A spiegare cosa sono i baby feet l'ex astronauta della NASA Leroy Russel Chiao, classe 1960. In un'intervista a NewsNation Prime, Chiao ha sottolineato che non è semplice riadattarsi alla gravità terrestre dopo una missione di lunga durata nello spazio, sottolineando che per lui l'esperienza era analoga a quella di una brutta influenza per un paio di settimane. I tempi di recupero per alcuni parametri fisiologici – come ad esempio la densità ossea – richiedono comunque molto tempo. Ma torniamo ai piedini da bambino. L'ex astronauta ha spiegato che fondamentalmente si perde la parte spessa della pelle. La pianta dei nostri piedi, per effetto della gravità, è infatti molto più spessa di quella di altre parti del corpo, dovendo sostenere il peso del corpo, la pressione e l'attrito senza naturalmente determinare dolore e fastidio a ogni passo. Poiché tuttavia in microgravità non ci sono le stesse sollecitazioni, si cammina molto poco e senza fatica, col passare del tempo lo strato calloso e corneo alla base dei piedi viene perduto lentamente, attraverso la naturale esfoliazione epidermica. Di fatto si perde il cuscinetto di pelle che ci permette di camminare normalmente senza soffrire. I piedi dei bebè sono privi di questo strato di pelle dura, che inizierà a formarsi con i primi passi.

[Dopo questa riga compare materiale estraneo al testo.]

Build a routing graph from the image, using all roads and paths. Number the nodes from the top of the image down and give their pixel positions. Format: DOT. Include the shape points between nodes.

Chiao ha spiegato a NewsNation Prime che lo strato dopo di pelle spessa si perde dopo sei mesi o un anno di permanenza nello spazio, lasciando i piedi morbidi e sensibili come quelli di un pupo. “Quando torni, hai un po' i piedi di un bambino”, ha sottolineato l'ex astronauta. Ricordiamo che le cellule dello strato più esterno dell'epidermide vengono rinnovate continuamente, in un ciclo che dura tra i 28 e i 40 giorni; lo strato calloso della pianta dei piedi impiega più tempo proprio perché in questa parte del corpo la pelle morta tende ad accumularsi, per formare lo strato spesso e robusto. Insomma, con questi piedini da bambino ultrasensibili, i primi tempi per i due astronauti saranno probabilmente complicati. Possono comunque volerci settimane o mesi prima che si formi un nuovo strato calloso grazie alla gravità terrestre.

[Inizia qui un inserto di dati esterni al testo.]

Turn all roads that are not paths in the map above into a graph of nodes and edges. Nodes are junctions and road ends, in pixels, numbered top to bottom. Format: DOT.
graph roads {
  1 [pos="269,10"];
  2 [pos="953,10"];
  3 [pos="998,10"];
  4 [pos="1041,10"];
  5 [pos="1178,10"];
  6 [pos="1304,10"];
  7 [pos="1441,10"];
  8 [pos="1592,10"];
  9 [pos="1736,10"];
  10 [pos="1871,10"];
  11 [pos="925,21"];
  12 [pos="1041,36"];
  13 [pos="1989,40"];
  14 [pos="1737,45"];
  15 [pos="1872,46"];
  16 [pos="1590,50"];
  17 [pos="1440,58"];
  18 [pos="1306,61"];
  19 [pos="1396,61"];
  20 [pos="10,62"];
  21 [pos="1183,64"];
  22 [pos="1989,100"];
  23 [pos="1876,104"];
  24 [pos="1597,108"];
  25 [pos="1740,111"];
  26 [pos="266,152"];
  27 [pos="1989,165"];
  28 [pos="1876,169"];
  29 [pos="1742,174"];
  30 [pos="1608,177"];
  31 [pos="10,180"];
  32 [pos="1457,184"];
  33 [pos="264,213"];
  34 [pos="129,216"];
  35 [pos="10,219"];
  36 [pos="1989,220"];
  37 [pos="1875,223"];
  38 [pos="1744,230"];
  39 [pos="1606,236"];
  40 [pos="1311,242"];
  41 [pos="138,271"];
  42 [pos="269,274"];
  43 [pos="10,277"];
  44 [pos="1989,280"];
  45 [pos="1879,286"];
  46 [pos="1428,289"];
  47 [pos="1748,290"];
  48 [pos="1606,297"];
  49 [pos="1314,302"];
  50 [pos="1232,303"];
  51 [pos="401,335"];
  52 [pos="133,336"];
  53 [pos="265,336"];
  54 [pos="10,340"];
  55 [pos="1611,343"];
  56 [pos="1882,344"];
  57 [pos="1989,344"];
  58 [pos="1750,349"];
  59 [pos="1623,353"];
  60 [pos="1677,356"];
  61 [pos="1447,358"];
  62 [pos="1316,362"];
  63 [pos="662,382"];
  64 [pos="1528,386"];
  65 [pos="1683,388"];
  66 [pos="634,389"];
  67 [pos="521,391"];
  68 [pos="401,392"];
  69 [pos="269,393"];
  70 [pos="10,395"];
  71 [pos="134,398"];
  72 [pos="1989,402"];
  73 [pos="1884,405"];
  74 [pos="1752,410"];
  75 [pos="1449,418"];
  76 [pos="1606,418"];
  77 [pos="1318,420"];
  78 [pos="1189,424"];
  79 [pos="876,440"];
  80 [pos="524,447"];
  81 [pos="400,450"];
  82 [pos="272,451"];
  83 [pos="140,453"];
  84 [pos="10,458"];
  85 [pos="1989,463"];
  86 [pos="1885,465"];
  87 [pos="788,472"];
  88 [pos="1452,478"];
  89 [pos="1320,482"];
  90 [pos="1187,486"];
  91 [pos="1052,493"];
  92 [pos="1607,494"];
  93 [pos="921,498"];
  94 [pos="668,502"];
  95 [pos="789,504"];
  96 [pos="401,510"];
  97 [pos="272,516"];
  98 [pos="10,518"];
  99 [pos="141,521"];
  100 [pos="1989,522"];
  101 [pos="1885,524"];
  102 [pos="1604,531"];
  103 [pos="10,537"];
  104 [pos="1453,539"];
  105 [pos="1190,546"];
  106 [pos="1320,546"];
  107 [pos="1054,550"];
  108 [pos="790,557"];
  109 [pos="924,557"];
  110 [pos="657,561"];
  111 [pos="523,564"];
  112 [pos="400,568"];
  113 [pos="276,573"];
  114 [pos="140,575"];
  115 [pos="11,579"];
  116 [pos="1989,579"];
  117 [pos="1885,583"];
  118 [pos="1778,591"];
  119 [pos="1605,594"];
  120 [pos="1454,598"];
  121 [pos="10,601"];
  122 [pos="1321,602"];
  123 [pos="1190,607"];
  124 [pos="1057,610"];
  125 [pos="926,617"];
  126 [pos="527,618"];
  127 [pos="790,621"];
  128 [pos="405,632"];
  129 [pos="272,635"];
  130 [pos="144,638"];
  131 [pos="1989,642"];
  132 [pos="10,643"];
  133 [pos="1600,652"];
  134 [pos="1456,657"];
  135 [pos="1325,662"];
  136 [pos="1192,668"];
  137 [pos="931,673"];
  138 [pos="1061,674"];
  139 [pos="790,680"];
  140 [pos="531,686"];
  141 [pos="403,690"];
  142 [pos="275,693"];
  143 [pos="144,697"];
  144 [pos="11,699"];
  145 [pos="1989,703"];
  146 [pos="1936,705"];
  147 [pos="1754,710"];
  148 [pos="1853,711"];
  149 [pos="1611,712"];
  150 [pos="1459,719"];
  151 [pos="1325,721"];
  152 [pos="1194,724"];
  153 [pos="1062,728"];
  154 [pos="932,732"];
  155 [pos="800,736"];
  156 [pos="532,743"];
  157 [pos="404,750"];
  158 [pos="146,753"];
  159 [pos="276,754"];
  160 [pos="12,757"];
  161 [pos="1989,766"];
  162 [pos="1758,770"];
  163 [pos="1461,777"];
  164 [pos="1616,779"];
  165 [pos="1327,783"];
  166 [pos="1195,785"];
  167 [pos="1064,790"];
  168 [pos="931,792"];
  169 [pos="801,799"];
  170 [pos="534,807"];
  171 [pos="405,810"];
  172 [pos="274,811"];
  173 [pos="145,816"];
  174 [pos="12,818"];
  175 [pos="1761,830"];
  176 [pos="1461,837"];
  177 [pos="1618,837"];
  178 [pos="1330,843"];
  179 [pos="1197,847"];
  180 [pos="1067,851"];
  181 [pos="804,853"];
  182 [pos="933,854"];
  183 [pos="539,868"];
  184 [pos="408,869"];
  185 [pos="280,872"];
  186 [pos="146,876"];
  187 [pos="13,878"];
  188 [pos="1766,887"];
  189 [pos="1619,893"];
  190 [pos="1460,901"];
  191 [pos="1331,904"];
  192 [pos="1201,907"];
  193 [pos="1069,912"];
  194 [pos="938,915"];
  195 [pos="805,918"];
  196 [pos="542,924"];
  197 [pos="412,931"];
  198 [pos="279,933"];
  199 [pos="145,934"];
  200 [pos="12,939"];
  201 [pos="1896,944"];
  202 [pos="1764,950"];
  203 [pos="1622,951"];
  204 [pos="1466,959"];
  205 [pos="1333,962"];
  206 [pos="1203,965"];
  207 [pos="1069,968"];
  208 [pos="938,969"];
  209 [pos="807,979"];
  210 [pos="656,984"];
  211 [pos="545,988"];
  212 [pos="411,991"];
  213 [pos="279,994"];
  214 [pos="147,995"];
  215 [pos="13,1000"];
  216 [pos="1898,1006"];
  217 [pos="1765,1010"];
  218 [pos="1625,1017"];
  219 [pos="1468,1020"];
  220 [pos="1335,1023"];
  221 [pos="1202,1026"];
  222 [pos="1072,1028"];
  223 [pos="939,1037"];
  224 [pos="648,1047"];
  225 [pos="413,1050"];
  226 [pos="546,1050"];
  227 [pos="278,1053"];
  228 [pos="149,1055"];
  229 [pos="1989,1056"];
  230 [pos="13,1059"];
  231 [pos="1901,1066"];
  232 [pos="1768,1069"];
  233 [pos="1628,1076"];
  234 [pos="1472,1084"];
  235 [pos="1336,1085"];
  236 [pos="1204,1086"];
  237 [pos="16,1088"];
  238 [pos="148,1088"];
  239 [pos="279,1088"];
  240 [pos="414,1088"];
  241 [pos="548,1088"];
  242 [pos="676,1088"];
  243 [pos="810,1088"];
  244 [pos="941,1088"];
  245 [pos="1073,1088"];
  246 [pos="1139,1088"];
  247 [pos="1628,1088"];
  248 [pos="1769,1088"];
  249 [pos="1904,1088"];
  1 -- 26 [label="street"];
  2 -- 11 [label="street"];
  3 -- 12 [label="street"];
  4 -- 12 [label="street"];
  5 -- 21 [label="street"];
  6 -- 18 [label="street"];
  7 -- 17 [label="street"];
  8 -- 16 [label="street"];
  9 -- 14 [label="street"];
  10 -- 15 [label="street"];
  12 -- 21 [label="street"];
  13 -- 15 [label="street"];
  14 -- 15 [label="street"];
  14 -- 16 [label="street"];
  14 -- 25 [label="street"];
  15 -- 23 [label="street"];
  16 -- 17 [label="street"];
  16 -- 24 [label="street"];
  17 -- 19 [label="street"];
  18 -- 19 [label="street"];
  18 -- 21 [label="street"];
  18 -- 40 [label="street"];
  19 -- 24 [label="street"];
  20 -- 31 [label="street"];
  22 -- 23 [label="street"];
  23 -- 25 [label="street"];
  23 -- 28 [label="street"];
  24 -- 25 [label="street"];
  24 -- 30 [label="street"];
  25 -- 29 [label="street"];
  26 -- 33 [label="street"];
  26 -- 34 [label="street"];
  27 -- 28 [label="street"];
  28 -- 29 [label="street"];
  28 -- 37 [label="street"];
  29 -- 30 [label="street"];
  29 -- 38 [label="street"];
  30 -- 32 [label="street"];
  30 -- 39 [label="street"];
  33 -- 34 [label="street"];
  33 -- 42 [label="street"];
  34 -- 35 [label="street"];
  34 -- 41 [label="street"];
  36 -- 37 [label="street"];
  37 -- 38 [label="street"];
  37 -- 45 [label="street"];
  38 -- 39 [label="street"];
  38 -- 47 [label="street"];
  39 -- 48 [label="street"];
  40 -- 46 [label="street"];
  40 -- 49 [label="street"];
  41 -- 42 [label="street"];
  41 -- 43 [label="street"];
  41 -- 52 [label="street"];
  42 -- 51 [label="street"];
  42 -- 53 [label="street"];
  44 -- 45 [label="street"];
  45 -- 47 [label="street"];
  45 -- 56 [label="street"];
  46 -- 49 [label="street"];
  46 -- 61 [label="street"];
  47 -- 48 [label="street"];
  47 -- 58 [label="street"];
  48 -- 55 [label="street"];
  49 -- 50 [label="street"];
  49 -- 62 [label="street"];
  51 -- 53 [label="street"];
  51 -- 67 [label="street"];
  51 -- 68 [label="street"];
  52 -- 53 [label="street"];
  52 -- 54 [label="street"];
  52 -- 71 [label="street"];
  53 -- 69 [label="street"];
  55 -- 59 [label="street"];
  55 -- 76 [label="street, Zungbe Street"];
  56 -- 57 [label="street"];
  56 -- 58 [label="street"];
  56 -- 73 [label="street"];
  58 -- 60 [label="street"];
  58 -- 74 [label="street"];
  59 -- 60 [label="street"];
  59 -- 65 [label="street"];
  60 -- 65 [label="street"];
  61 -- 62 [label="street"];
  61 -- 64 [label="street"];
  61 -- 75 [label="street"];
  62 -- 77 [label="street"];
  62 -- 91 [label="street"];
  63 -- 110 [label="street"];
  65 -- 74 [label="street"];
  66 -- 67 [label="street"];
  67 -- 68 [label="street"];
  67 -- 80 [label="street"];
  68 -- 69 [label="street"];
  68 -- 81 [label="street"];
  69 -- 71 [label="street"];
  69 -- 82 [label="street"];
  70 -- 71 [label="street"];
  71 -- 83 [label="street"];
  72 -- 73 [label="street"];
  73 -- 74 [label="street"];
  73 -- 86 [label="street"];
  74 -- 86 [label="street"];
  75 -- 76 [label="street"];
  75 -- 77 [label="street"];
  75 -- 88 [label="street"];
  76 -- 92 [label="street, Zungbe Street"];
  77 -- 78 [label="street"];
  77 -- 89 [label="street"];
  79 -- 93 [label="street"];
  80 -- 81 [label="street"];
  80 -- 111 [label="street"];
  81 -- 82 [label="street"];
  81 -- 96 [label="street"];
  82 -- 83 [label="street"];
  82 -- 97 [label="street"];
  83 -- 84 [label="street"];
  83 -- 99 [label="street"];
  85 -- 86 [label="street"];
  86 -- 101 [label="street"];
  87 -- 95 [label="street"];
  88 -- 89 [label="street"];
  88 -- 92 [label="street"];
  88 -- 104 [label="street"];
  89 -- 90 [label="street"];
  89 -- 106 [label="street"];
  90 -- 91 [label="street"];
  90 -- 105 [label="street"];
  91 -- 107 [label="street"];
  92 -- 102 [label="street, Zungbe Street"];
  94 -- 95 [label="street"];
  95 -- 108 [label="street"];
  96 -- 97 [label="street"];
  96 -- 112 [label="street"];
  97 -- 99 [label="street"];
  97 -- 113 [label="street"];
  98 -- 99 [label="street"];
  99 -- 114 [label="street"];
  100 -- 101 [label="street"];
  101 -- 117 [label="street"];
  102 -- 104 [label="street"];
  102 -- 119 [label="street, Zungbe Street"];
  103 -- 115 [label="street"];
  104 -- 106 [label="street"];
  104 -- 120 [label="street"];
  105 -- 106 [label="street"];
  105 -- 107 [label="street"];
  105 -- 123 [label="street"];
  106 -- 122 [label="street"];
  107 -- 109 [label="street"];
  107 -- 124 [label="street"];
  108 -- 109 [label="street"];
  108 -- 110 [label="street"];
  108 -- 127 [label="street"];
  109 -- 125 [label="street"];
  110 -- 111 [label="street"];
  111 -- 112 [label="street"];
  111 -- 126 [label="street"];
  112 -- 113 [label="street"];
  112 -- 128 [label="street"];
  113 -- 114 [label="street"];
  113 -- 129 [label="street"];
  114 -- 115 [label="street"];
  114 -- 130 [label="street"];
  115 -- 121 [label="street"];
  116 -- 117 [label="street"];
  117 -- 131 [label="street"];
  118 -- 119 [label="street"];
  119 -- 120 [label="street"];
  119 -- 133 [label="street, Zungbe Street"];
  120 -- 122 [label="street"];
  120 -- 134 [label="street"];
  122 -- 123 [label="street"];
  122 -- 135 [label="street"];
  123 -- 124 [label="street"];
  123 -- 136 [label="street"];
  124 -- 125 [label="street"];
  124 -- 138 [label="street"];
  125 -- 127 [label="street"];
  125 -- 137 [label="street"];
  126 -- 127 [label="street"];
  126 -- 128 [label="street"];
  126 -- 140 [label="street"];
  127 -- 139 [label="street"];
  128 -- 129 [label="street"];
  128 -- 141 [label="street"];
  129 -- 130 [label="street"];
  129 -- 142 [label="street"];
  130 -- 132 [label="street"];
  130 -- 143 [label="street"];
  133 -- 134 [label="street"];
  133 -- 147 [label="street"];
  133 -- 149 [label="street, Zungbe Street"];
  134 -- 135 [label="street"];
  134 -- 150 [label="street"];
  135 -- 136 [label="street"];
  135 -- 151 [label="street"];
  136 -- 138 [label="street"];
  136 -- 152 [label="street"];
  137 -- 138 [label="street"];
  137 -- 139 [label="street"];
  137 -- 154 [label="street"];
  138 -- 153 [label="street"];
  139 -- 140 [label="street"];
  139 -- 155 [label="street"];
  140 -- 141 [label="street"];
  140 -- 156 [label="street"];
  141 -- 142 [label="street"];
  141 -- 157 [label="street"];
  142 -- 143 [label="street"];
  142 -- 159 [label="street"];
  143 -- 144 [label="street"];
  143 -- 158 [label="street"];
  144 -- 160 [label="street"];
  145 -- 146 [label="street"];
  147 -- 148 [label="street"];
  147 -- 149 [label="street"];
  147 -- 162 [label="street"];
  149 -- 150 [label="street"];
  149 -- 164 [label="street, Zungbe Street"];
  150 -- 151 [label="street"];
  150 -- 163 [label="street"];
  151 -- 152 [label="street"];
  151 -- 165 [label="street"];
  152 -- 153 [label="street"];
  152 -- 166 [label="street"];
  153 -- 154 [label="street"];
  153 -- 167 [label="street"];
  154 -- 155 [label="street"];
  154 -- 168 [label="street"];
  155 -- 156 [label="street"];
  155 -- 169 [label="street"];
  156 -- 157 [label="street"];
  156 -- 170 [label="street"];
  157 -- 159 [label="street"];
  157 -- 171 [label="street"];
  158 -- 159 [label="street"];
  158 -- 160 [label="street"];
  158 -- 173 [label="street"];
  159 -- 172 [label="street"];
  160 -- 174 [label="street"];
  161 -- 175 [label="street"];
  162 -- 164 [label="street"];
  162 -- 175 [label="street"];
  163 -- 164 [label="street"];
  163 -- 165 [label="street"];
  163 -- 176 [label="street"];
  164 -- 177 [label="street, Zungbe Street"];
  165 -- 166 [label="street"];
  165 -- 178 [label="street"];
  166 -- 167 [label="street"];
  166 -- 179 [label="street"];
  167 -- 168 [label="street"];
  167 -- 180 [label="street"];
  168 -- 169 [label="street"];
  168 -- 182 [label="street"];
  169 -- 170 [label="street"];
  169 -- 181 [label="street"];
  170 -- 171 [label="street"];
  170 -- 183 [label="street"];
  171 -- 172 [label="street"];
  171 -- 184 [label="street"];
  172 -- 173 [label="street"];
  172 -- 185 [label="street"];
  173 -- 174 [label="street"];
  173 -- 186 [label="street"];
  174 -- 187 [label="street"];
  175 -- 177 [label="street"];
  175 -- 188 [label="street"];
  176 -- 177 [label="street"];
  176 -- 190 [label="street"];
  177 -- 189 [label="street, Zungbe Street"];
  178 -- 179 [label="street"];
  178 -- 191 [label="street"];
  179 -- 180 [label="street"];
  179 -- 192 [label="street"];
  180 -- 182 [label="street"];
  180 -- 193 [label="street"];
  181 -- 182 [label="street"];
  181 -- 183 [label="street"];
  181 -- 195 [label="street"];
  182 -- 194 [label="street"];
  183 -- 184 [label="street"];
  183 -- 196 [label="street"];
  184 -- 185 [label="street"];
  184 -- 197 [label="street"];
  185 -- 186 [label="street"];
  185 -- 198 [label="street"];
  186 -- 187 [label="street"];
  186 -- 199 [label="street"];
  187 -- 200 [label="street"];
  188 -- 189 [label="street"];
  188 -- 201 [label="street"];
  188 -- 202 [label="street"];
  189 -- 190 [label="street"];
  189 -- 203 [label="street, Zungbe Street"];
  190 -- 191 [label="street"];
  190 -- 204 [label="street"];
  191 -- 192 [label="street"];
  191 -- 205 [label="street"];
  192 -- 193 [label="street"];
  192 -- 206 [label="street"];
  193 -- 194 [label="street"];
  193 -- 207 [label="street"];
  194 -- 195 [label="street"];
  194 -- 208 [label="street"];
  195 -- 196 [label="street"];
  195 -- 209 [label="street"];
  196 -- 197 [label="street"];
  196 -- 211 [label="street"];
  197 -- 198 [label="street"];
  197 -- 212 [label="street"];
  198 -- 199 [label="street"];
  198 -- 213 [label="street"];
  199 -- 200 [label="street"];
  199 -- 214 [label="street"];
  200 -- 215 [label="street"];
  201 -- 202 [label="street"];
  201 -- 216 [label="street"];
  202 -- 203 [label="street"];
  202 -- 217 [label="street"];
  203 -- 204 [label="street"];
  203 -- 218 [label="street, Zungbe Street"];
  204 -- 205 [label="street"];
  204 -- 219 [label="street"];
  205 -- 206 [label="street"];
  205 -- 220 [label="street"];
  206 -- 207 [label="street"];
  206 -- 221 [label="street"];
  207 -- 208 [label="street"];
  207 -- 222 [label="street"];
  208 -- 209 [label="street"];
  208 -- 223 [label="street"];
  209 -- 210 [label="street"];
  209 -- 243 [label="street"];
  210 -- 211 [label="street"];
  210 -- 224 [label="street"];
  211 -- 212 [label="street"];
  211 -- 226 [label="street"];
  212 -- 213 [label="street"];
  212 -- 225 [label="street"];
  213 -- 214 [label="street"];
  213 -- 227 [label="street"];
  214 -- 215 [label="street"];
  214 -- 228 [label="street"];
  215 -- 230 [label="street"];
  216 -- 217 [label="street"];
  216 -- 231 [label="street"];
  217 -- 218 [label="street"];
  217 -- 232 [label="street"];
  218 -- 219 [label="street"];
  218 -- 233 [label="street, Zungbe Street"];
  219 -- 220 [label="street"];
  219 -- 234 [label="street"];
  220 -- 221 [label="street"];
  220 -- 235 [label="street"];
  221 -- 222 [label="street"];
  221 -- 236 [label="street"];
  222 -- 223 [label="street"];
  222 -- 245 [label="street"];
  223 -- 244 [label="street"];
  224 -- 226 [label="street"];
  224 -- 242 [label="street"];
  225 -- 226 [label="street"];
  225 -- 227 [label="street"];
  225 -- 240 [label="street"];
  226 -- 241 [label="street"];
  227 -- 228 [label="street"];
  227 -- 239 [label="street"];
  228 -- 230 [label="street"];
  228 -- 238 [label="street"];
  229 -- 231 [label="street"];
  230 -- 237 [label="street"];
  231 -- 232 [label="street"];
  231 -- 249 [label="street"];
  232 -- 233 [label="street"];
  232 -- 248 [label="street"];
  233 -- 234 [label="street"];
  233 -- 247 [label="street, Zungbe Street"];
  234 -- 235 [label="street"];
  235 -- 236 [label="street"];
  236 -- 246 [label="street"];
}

I baby feet sono solo uno dei tanti effetti che il volo spaziale determina sul corpo umano. Uno studio dell'Università di Calgary ha determinato che le missioni di lunga durata “fra le stelle” provocano la perdita di decenni di massa ossea. Anche la massa muscolare va incontro a un rapido deperimento (fino all'atrofia) ed è per questo che gli astronauti devono fare continuamente attività fisica. Altri studi hanno rilevato problemi molto più seri, come la presenza di mutazioni nel sangue legate a cancro e malattie cardiovascolari, così come lo sviluppo di danni ai reni severi. Secondo i calcoli degli esperti, gli astronauti in viaggio verso Marte potrebbero aver bisogno della dialisi una volta al rientro sulla Terra (se sopravvivono, visti i rischi della prolungata esposizione alle radiazioni). Anche per questo in molti non sono convinti che si riesca a conquistare il "Pianeta Rosso" entro il prossimo decennio. Proprio per studiare gli effetti delle missioni spaziali sul corpo umano, l'ESA ha recentemente coinvolto 20 volontari nello studio Vivaldi III; i partecipanti vengono pagati 5.000 Euro per stare sdraiati 10 giorni e sottoporsi a vari esami medici.